As demolition began on the boat hotel, KittyTown was cordoned off and the area, which again was on the very edge of the property, was untouched. But what was ultimately going to happen there? Certainly, as the spot was weedy and the little wooden boxes not exactly attractive, the scene was inconsistent with a luxury complex. As the complex, which came to be called Acclaim at East Beach and indeed was looking luxurious as promised neared completion, the news of the fate of the East Beach Cats finally came. Not only were they going to remain exactly where they were, the folks at Bonaventure had quietly designed a new mini complex for them, matching the look and paint scheme of the larger complex, planned to professionally landscape the weedy area, and pledged to grant the caretakers the same access to to the piece of land that they have always had. The relief and gratitude in the community was palpable to say the least.
Last fall, it all materialized. As you can see from the photos, Bonaventure crews basically created a waterfront park for the ferals in addition to a fantastic and secure new home. It is a wonder, and it is obvious that the cats are enjoying it all very much.

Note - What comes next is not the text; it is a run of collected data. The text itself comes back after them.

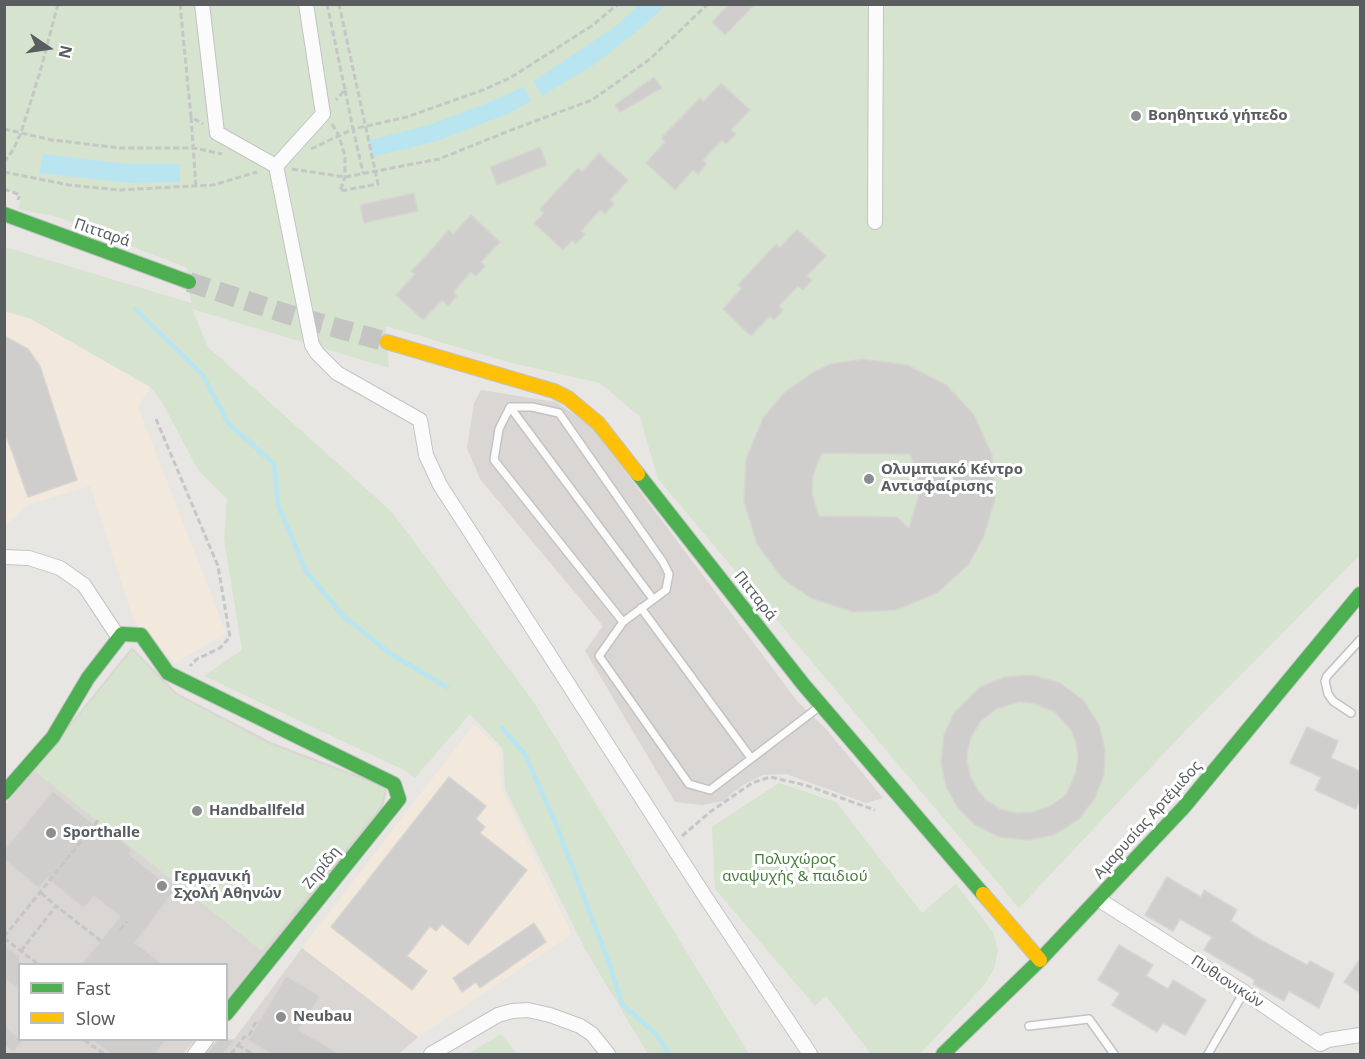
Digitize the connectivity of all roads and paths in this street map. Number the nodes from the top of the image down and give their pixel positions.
1 (58, 4) edge
2 (180, 4) edge
3 (202, 4) edge
4 (306, 4) edge
5 (327, 4) edge
6 (339, 4) edge
7 (618, 4) edge
8 (708, 4) edge
9 (876, 4) edge
10 (345, 90) junction
11 (323, 114) junction
12 (191, 117) junction
13 (365, 126) junction
14 (4, 129) edge
15 (353, 129) junction
16 (21, 133) junction
17 (217, 133) junction
18 (339, 136) junction
19 (194, 148) junction
20 (308, 151) dead end
21 (233, 156) dead end
22 (4, 162) edge
23 (276, 166) junction
24 (375, 171) junction
25 (4, 172) edge
26 (363, 173) junction
27 (345, 177) junction
28 (196, 187) junction
29 (4, 189) edge
30 (17, 200) dead end
31 (4, 214) edge
32 (875, 222) dead end
33 (189, 282) tunnel mouth
34 (387, 342) tunnel mouth
35 (510, 407) junction
36 (156, 419) dead end
37 (4, 557) edge
38 (743, 568) dead end
39 (736, 573) dead end
40 (653, 599) junction
41 (1358, 601) edge
42 (641, 608) junction
43 (623, 622) junction
44 (119, 638) junction
45 (1360, 640) edge
46 (178, 678) junction
47 (822, 705) junction
48 (1351, 713) dead end
49 (752, 758) junction
50 (7, 784) edge
51 (875, 810) dead end
52 (99, 819) dead end
53 (671, 844) junction
54 (41, 893) junction
55 (1098, 899) junction
56 (56, 906) junction
57 (127, 921) dead end
58 (120, 930) dead end
59 (4, 938) edge
60 (101, 941) dead end
61 (21, 951) junction
62 (1040, 960) junction
63 (37, 963) edge
64 (1244, 992) junction
65 (228, 1012) edge
66 (254, 1014) dead end
67 (1029, 1026) dead end
68 (1360, 1035) edge
69 (85, 1041) edge
70 (205, 1041) edge
71 (238, 1045) junction
72 (1319, 1049) edge
73 (104, 1054) edge
74 (195, 1054) edge
75 (231, 1054) edge
76 (252, 1054) edge
77 (431, 1054) edge
78 (608, 1054) edge
79 (810, 1054) edge
80 (944, 1054) edge
81 (1114, 1054) edge
82 (1208, 1054) edge

1 - 16 path
2 - 12 path
3 - 17 street
4 - 11 street
5 - 10 path
6 - 13 path
7 - 13 path
8 - 24 path
9 - 32 street
10 - 11 path
10 - 15 path
11 - 18 path
11 - 23 street
12 - 17 path
12 - 19 path
13 - 15 path
13 - 24 path
14 - 16 path
15 - 18 path
15 - 26 path
16 - 19 path
16 - 22 path
17 - 23 street
18 - 20 path
18 - 27 path
19 - 21 path
19 - 28 path
23 - 27 path
23 - 28 path
23 - 53 street
24 - 26 path
24 - 27 path
25 - 28 path
26 - 27 path
29 - 30 path
31 - 33 street, Πιτταρά
34 - 47 street, Πιτταρά
35 - 40 lane
35 - 40 lane
35 - 43 lane
36 - 46 path
37 - 44 street
38 - 39 path
40 - 42 lane
41 - 55 street, Αμαρυσίας Αρτέμιδος
42 - 43 lane
42 - 49 lane
43 - 49 lane
44 - 46 street
44 - 50 street
45 - 48 lane
46 - 65 street, Ζηρίδη
47 - 49 lane
47 - 62 street, Πιτταρά
51 - 53 path
52 - 54 path
53 - 79 street
54 - 56 path
54 - 59 path
55 - 62 street, Αμαρυσίας Αρτέμιδος
55 - 64 street, Πυθιονικών
56 - 60 path
56 - 61 path
57 - 58 path
59 - 61 path
61 - 63 path
62 - 80 street, Αμαρυσίας Αρτέμιδος
64 - 72 street, Πυθιονικών
64 - 82 lane
66 - 71 path
67 - 81 lane
68 - 72 street, Πυθιονικών
69 - 73 path
70 - 74 street
71 - 75 path
71 - 76 path
77 - 78 street

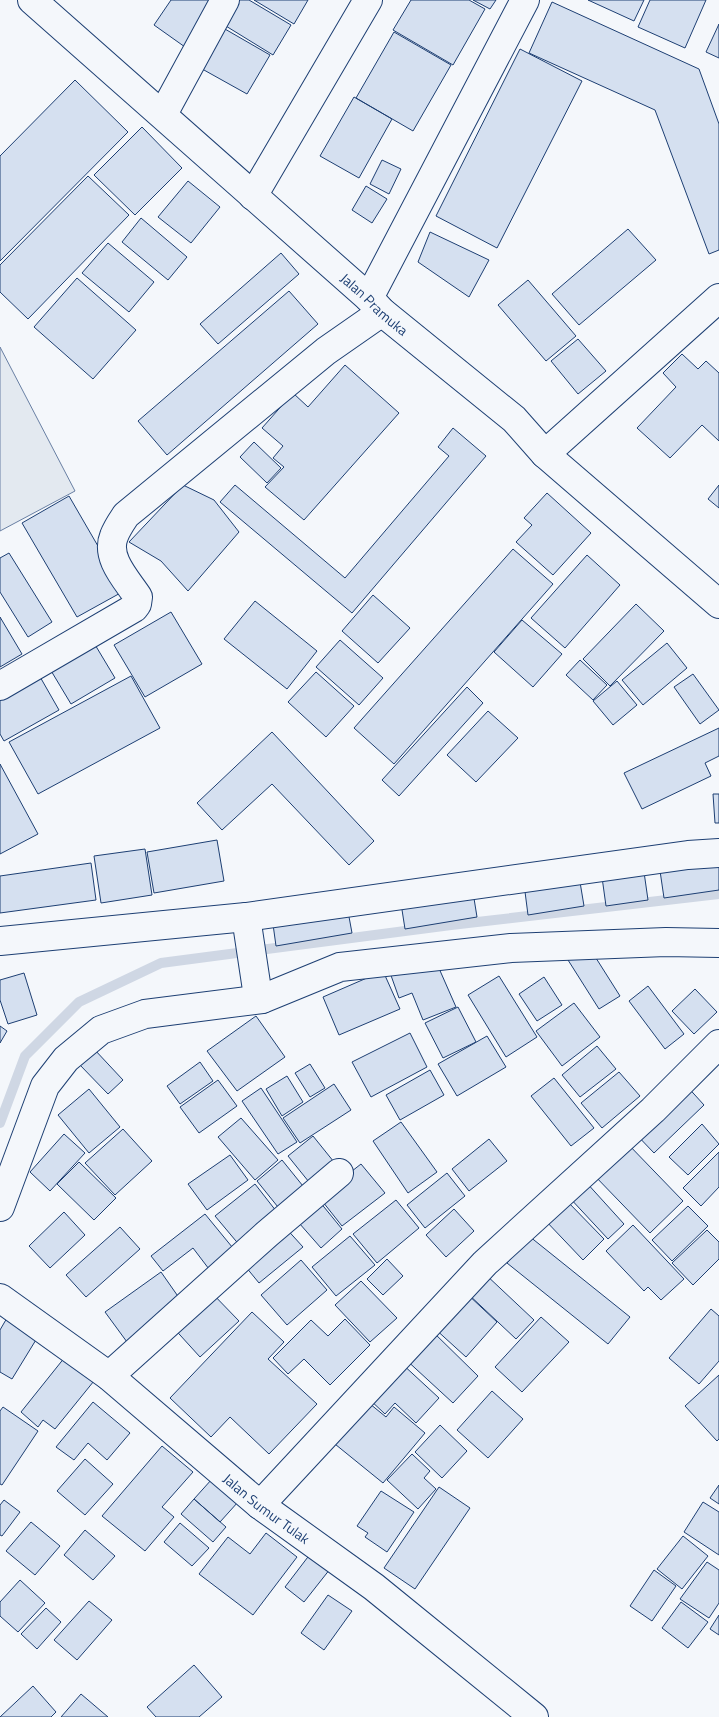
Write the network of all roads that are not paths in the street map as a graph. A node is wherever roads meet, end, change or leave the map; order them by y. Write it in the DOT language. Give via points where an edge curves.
graph roads {
  1 [pos="32,0"];
  2 [pos="225,0"];
  3 [pos="368,0"];
  4 [pos="525,0"];
  5 [pos="163,114"];
  6 [pos="253,196"];
  7 [pos="719,298"];
  8 [pos="375,305"];
  9 [pos="545,454"];
  10 [pos="719,604"];
  11 [pos="0,686"];
  12 [pos="719,853"];
  13 [pos="247,926"];
  14 [pos="0,940"];
  15 [pos="719,944"];
  16 [pos="259,994"];
  17 [pos="719,1044"];
  18 [pos="339,1173"];
  19 [pos="0,1207"];
  20 [pos="0,1298"];
  21 [pos="109,1376"];
  22 [pos="260,1505"];
  23 [pos="534,1717"];
  1 -- 5 [label="street, Jalan Pramuka"];
  2 -- 5 [label="street"];
  3 -- 6 [label="street"];
  4 -- 8 [label="street"];
  5 -- 6 [label="street, Jalan Pramuka"];
  6 -- 8 [label="street, Jalan Pramuka"];
  7 -- 9 [label="street"];
  8 -- 9 [label="street, Jalan Pramuka" via="514,420"];
  8 -- 11 [label="street" via="326,351 126,514 114,537 112,549 116,564 138,598 134,608"];
  9 -- 10 [label="street, Jalan Pramuka"];
  12 -- 13 [label="street" via="688,855"];
  13 -- 14 [label="street"];
  13 -- 16 [label="street"];
  15 -- 16 [label="street" via="666,942 511,948 340,967"];
  16 -- 19 [label="street" via="145,1014 101,1030 66,1059 45,1086"];
  17 -- 22 [label="street" via="654,1110 484,1263"];
  18 -- 21 [label="street"];
  20 -- 21 [label="street, Jalan Sumur Tulak"];
  21 -- 22 [label="street, Jalan Sumur Tulak"];
  22 -- 23 [label="street, Jalan Sumur Tulak" via="374,1587"];
}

“We are beyond grateful for everything Bonaventure has done for the cats,” said local Lori Harrington on behalf of the caretakers, “Allowing them to stay was all we wished for. Designing and building them luxury waterfront condos was beyond our wildest dreams and for that, a simple thank you seems inadequate.”
So there we are. The happiest of endings. I would be remiss, and I’m guessing Harrington would agree, if I didn’t emphasize that their new home is their space and theirs alone. It is absolutely essential for anyone who happens to visit the area (it’s a wonderful beach, by the way and a great place to visit) and strolls by to have a look to keep their distance, and to eschew any temptation to toss food to them. They are well fed twice a day on a carefully selected diet that keeps them happy and healthy. And approaching them (if you aren’t a known caretaker) makes them extremely uncomfortable. Not that they’d let you near them, but still…just FYI.
Bonaventure, of course, did not have to do this. They could have used that space for any number of things — it’s not a particularly small space — but they chose goodness, generosity, and to honor the community and the volunteers’ longstanding work to see to the wellbeing of these animals.
Bravo, Bonaventure. May your example inspire others in your industry to find ways to give as they take, so to speak.
Now, statistics show that around 70 million cats in the United States are feral or unowned, so in that shade the East Beach gesture is of course small. But small gestures grow and inspire quickly as does kindness and community spirit. Obviously not everyone can build a luxury mini condo for feral cats and it’s certainly not necessary to do so. But if this small and generous act makes people think more about the crisis of feral animals — and it is a crisis — and come up with their own community solutions, then this small act is in fact a massive one. Or, as Desmond Tutu said much more eloquently: “Do your little bit of good where you are; its those little bits of good put together that overwhelm the world.”